Bao Dai’s supporters, listed by the memorandum as being only members of his rather large family and his former court, include also a portion of the two million Roman Catholics in Indochina as well as other quasi-religious groups; namely, the Caodaists and Hoa Hao.
4.
The memorandum omits to state that Ho Chi Minh’s “Democratic Republic of Vietnam”, under the March 6, 1946 accord which it signed with the French, agreed to form part of the Indochinese federation within the French Union which puts entirely different light upon concessions the French made at that time.

However, it is in the conclusions drawn from these facts with which I disagree. I do not believe that by having the French treat with Ho Chi Minh, who is presumably the real leader of the Vietnamese people to whom Mr. Nehru’s memorandum has reference, we will be able to save Indochina for democracy. While such a plan might have been feasible at the time the Communists participated in the governments of Italy and France, from which they were later expelled, this is no longer so. However, the insistent French pressure since the end of the war, characterized by failure to accommodate the legitimate nationalist [Page 93] aspirations of the Vietnamese, has enabled Ho Chi Minh and the Communist leadership to consolidate its hold upon the very deep-seated nationalist movement. The Communist grip of the armed forces fighting the French appears particularly strong. It, therefore, seems beyond the realm of possibility that the nationalist movement could throw off its Communist control without external assistance. As you know, we have long felt that the strongest weapon the French could place in Bao Dai’s hands was a promise of ultimate independence or independence at a fixed date some time in the future. We have felt that by thus accommodating the nationalist movement the French would lure support from Ho Chi Minh and with their help Bao Dai might be able to establish a nationalist government. For reasons of French internal politics no French government has made a promise of ultimate independence for Indochina and it is further evident that no amount of pressure on our part would have brought forth such a statement.

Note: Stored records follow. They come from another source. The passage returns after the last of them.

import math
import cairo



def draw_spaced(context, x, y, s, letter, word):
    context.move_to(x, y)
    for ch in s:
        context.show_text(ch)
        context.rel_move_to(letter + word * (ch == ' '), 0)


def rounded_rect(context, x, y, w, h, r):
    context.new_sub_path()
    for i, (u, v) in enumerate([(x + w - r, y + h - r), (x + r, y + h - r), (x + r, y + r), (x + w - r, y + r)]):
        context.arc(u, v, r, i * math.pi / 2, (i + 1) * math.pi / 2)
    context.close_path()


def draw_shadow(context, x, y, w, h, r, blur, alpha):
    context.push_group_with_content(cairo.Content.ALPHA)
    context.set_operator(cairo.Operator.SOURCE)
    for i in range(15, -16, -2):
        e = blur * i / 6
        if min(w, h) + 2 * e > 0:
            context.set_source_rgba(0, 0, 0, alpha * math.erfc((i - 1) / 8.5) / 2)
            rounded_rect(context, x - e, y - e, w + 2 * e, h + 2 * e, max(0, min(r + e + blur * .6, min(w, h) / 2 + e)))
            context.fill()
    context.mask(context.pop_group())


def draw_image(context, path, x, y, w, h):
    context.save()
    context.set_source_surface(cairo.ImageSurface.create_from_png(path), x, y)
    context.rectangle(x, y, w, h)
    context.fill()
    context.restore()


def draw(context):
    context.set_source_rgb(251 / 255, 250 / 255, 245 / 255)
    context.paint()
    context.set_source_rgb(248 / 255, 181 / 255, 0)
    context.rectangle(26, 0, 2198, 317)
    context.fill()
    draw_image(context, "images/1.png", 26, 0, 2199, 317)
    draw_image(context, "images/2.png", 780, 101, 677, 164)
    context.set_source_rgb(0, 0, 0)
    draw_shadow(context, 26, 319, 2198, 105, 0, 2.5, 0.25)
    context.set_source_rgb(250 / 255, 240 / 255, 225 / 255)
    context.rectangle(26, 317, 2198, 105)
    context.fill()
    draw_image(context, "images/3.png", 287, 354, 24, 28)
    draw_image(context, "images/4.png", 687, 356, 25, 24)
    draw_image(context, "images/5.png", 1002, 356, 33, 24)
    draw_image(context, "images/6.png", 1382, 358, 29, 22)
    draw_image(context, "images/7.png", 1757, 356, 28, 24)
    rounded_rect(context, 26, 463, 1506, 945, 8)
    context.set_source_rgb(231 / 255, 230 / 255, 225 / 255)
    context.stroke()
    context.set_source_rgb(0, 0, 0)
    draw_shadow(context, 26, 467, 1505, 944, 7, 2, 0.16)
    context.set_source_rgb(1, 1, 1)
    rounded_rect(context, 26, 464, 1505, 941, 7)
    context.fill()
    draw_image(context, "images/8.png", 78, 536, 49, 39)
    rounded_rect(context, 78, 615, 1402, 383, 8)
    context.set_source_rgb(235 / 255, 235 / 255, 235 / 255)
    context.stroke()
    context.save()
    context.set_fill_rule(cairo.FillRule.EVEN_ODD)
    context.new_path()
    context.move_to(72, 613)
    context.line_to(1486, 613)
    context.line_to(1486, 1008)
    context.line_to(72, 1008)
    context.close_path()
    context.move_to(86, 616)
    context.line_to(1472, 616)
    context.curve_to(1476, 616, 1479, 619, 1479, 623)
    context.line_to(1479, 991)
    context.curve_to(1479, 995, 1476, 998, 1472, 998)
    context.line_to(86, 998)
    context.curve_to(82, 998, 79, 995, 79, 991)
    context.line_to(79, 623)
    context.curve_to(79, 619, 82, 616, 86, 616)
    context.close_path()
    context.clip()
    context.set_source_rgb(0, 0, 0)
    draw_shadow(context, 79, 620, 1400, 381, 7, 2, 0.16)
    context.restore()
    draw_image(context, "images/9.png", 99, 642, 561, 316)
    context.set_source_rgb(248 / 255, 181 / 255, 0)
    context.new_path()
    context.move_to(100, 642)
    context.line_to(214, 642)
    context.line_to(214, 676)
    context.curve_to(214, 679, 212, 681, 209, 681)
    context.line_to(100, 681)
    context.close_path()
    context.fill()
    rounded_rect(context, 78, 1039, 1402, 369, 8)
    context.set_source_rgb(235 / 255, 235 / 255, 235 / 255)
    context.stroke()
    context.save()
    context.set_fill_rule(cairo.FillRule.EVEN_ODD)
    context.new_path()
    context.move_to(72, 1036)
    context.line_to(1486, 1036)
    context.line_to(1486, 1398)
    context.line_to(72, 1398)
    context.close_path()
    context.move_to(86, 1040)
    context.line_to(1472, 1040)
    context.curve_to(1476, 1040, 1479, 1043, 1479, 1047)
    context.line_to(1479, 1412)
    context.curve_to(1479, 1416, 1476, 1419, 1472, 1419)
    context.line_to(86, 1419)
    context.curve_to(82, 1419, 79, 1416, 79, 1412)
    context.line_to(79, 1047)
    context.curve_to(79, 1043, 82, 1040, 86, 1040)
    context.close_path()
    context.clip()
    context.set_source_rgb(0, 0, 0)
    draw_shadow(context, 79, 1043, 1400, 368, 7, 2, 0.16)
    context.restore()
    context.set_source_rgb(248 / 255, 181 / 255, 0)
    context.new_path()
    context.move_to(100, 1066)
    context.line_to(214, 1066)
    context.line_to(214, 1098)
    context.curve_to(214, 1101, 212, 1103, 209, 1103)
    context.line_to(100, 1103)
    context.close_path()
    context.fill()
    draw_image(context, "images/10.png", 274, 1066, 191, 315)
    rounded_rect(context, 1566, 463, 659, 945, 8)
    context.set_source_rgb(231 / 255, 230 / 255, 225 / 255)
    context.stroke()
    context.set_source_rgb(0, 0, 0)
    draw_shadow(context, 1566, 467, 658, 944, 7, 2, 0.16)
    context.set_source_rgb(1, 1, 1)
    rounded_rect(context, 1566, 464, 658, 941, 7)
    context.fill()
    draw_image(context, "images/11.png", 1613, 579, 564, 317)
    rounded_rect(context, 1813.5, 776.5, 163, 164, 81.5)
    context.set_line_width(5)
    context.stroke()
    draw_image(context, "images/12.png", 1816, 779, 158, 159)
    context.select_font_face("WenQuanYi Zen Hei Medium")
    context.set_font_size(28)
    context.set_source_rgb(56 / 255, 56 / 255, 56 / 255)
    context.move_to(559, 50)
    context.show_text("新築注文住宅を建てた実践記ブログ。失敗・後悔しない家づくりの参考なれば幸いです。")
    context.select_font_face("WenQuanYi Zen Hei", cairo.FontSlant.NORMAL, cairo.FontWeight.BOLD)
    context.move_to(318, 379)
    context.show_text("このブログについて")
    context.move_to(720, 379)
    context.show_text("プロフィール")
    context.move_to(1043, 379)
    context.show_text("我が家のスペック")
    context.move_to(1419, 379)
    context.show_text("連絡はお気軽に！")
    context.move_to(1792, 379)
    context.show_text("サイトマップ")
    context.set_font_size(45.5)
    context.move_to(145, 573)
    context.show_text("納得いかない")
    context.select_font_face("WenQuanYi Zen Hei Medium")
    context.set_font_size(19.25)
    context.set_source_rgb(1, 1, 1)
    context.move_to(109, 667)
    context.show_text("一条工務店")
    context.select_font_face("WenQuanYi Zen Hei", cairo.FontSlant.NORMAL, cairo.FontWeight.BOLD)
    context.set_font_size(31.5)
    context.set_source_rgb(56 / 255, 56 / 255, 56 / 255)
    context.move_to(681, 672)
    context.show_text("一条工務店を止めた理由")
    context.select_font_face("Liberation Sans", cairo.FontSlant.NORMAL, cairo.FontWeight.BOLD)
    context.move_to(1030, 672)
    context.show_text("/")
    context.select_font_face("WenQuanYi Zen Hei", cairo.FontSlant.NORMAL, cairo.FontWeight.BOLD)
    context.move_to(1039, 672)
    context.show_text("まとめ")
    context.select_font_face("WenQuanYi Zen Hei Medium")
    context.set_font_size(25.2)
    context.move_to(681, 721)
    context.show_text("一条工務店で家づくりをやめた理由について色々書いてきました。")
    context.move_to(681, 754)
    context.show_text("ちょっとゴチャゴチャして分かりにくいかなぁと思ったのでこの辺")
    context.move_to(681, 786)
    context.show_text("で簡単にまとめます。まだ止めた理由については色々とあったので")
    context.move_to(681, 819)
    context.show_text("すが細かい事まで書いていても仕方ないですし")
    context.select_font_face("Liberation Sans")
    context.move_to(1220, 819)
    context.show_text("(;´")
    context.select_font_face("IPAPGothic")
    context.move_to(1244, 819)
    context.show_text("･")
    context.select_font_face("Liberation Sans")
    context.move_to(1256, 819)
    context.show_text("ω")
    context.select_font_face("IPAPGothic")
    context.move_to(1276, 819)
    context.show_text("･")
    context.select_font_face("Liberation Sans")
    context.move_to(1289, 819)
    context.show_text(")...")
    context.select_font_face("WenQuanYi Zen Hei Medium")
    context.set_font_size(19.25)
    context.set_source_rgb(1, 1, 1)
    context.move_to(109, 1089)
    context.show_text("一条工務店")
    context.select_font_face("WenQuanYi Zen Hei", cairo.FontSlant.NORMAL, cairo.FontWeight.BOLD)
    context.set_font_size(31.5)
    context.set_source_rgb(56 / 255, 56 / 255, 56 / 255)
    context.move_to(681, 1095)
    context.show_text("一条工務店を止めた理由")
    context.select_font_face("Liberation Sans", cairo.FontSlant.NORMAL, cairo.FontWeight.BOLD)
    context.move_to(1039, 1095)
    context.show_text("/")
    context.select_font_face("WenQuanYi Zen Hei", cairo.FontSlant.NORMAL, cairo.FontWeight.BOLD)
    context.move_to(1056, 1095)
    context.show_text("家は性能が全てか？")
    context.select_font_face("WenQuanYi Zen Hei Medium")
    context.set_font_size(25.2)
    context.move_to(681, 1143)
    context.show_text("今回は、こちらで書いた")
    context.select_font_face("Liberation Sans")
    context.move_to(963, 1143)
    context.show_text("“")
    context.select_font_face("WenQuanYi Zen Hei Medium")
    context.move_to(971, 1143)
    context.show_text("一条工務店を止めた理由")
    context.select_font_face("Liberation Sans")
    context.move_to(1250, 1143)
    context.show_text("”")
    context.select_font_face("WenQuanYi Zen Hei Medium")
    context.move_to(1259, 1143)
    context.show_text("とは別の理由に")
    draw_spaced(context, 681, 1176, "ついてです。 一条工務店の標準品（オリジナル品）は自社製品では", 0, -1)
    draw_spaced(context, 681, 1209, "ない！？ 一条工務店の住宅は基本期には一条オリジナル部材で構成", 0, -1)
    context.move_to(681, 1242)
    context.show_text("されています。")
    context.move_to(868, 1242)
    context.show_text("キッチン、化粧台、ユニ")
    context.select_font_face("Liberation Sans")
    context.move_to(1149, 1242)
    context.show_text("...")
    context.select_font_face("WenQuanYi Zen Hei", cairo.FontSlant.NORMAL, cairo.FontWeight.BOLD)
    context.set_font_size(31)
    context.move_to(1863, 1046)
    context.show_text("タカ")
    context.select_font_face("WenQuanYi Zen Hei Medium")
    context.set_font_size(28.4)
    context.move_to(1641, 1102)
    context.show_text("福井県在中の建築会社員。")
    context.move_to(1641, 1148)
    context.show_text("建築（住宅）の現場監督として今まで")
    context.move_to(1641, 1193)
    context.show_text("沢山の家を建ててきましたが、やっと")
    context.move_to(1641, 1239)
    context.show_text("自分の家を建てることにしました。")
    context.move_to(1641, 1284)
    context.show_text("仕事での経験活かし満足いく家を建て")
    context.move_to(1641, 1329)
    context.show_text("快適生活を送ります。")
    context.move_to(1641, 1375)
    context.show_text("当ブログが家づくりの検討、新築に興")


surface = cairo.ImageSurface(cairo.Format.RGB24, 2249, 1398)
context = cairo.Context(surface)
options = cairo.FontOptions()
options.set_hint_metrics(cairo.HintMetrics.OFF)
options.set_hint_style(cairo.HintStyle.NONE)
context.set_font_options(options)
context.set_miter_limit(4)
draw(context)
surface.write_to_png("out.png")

It seems to me that the memorandum, while in a single sentence acknowledging Ho Chi Minh to be a Communist, generally takes the attitude that he is primarily a Nationalist. Accepting that Ho is a Communist, it can only be concluded that he is working toward extending Soviet domination in Asia. The refusal of the memorandum to recognize this imperialism because it is being carried out by Indo-Chinese instead of foreigners is its basic fault. No amount of legerdemain can conceal the fact that the Indians will not, at least at the present, recognize this new imperialism. Their emotional reaction to the imperialism of the 19th century is so great that it has blinded them to the fact that Russian imperialism in the 20th century is of a different consistency than 19th century imperialism.

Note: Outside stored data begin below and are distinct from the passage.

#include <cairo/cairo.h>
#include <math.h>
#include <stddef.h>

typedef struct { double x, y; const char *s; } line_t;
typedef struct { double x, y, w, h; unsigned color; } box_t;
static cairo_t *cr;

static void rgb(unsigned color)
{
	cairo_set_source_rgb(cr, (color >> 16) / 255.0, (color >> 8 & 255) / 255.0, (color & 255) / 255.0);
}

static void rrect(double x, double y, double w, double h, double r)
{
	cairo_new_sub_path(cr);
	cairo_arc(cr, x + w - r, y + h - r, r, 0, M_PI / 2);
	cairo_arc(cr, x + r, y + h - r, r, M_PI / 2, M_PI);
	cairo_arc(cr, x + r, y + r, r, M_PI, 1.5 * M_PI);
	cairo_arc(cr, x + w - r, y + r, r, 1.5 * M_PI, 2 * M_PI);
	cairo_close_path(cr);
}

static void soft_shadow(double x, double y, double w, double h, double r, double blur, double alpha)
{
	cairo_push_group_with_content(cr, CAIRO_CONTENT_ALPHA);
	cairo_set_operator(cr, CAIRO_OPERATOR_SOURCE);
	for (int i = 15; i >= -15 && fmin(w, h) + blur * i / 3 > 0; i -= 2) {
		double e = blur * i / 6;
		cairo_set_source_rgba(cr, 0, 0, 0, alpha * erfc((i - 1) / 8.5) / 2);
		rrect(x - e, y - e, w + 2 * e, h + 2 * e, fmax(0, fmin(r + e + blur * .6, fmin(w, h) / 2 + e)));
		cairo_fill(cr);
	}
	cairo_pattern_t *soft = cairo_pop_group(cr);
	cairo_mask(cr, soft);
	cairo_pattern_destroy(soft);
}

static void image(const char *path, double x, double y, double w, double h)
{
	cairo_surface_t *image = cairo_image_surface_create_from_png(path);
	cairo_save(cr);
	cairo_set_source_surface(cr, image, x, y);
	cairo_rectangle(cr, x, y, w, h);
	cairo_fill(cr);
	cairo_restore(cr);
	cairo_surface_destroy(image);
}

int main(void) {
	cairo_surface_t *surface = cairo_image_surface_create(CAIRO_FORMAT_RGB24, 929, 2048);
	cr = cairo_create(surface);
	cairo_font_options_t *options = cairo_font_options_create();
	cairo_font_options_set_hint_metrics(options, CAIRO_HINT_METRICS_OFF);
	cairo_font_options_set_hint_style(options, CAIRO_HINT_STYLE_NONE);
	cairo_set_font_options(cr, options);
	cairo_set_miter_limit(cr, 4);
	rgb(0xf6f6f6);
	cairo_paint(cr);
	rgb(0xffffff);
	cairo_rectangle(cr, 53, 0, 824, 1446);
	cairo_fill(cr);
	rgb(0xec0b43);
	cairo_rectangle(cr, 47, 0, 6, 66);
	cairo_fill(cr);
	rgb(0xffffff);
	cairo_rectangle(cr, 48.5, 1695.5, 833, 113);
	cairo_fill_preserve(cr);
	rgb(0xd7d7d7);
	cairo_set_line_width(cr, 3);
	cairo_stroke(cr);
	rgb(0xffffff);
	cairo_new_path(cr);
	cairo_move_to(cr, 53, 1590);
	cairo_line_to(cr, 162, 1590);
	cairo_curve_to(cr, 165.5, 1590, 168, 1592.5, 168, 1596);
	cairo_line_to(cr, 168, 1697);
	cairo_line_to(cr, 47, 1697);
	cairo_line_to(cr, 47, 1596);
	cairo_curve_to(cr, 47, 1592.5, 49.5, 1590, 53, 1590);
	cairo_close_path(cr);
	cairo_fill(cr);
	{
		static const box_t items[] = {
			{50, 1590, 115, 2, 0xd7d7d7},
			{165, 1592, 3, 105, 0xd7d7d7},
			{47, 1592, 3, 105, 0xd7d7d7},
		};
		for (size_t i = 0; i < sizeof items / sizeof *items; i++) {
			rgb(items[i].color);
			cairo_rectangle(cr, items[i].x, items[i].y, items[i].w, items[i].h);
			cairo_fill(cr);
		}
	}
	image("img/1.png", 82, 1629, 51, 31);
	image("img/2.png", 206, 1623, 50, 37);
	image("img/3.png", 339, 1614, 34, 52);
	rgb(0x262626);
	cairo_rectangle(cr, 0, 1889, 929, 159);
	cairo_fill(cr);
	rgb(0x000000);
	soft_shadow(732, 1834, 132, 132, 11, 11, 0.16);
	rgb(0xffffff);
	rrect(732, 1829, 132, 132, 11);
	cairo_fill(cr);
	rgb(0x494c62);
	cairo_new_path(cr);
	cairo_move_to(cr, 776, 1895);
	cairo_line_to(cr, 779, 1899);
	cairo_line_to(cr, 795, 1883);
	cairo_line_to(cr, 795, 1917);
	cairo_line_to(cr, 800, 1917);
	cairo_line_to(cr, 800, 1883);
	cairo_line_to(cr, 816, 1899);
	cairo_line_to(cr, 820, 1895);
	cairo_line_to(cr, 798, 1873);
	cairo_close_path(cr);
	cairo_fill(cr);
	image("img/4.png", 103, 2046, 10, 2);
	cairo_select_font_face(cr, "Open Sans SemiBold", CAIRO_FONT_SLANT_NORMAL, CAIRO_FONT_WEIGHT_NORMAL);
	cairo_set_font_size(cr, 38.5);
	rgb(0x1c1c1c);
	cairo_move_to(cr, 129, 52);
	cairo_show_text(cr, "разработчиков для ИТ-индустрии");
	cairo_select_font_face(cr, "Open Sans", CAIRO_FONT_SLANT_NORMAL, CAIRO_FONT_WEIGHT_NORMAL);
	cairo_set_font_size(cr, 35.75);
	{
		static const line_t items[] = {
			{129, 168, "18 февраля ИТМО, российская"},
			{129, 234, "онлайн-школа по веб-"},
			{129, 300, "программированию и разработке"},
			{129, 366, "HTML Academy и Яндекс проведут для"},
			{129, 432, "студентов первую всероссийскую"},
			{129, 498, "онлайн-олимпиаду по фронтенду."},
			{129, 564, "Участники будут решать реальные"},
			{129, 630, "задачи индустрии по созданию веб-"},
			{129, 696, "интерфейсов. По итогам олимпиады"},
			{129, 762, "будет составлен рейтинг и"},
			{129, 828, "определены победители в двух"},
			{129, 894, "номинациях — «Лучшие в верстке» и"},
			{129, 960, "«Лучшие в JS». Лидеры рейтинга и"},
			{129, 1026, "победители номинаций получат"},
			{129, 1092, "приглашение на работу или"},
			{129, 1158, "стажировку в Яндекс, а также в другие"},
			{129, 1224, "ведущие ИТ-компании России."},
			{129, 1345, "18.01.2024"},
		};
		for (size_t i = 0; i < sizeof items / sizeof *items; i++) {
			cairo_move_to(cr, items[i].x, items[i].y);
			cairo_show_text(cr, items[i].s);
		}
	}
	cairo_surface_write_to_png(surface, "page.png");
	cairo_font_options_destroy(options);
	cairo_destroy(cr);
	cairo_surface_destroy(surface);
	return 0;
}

I do not believe that we can make these views available either directly or indirectly to the French for the Department cannot be put in the position of urging at the present time a French government to negotiate with the Communists. Neither do I think that we can afford to allow the United Nations in any guise to intervene as a mediator in this struggle for such mediation would inevitably be a vehicle for forcing the French to yield the country to Communist domination.

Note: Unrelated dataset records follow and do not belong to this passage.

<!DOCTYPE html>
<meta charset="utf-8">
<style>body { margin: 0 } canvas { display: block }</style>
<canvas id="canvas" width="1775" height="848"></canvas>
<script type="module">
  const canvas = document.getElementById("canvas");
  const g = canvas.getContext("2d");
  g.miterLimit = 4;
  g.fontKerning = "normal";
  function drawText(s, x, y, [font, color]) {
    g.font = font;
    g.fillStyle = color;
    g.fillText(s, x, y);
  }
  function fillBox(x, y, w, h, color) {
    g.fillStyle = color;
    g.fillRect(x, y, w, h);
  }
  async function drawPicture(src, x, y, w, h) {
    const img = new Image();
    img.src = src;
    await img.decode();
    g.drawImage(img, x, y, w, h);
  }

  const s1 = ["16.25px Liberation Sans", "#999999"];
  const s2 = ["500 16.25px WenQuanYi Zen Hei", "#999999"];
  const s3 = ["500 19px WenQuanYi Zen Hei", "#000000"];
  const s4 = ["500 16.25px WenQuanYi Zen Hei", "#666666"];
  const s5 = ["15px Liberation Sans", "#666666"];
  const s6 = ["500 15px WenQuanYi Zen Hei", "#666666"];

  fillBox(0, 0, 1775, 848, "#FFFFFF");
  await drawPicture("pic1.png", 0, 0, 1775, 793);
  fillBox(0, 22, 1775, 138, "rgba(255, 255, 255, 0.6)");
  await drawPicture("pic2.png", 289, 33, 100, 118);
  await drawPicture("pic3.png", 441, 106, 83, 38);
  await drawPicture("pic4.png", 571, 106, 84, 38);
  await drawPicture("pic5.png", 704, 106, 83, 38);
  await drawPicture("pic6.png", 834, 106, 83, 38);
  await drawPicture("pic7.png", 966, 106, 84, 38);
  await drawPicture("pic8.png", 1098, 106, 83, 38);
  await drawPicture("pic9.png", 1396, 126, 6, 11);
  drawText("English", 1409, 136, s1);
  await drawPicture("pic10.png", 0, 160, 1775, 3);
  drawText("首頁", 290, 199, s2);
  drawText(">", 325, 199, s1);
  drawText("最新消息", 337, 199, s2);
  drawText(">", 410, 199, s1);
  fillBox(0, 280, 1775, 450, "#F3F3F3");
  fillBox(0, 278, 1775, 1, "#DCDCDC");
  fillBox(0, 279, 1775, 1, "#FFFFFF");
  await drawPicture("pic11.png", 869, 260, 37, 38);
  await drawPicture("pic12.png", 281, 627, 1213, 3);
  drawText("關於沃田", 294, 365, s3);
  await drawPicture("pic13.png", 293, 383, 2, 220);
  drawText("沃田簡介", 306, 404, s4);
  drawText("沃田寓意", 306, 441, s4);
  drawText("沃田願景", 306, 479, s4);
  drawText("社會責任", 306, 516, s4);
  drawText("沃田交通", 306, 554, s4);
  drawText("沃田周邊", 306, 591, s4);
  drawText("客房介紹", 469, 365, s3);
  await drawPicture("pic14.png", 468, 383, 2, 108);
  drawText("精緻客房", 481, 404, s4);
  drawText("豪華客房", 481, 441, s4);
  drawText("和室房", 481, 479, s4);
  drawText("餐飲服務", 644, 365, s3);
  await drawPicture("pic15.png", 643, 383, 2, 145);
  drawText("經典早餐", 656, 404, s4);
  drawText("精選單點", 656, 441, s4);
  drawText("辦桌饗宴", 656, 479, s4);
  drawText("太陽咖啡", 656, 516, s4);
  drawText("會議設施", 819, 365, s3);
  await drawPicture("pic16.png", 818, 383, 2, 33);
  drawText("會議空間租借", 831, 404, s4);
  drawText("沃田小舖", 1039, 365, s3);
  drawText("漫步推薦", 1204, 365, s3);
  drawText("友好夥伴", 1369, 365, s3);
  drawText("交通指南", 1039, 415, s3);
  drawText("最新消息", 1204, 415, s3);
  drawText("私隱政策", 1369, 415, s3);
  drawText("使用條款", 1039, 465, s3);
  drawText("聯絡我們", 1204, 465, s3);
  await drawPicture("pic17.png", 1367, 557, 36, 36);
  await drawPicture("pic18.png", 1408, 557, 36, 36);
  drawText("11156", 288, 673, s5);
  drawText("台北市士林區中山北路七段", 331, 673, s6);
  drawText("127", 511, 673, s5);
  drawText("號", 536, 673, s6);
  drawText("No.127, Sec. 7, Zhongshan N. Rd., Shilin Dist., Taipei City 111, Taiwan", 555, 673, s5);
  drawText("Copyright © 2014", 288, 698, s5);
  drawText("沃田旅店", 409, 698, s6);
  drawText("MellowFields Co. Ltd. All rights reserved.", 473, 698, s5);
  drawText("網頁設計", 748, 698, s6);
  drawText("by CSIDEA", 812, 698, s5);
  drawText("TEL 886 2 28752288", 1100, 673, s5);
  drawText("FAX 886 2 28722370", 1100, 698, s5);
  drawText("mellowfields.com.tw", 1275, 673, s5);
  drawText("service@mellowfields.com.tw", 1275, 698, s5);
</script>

We should continue the line of approach that we have followed with Nehru, expanding that approach to include the thesis that Communist activity, particularly Chinese and Vietnamese expansion into Southeast Asia, is an expression of Soviet imperialism. You will recall that Ambassador Henderson, during the past six months, has evidently succeeded in persuading the government of India that Ho Chi Minh is a Communist, a proposition which Mr. Nehru accepted in his recent conversation with you. We should now stress particularly the nature and overall menace of Soviet imperialism, an operation which will be [Page 94] delicate but no more so than was the effort to convince Mr. Nehru of Ho Chi Minh’s real political affiliations and ideology.

  1. F. M. de Mello Kamath; memorandum and summary not printed.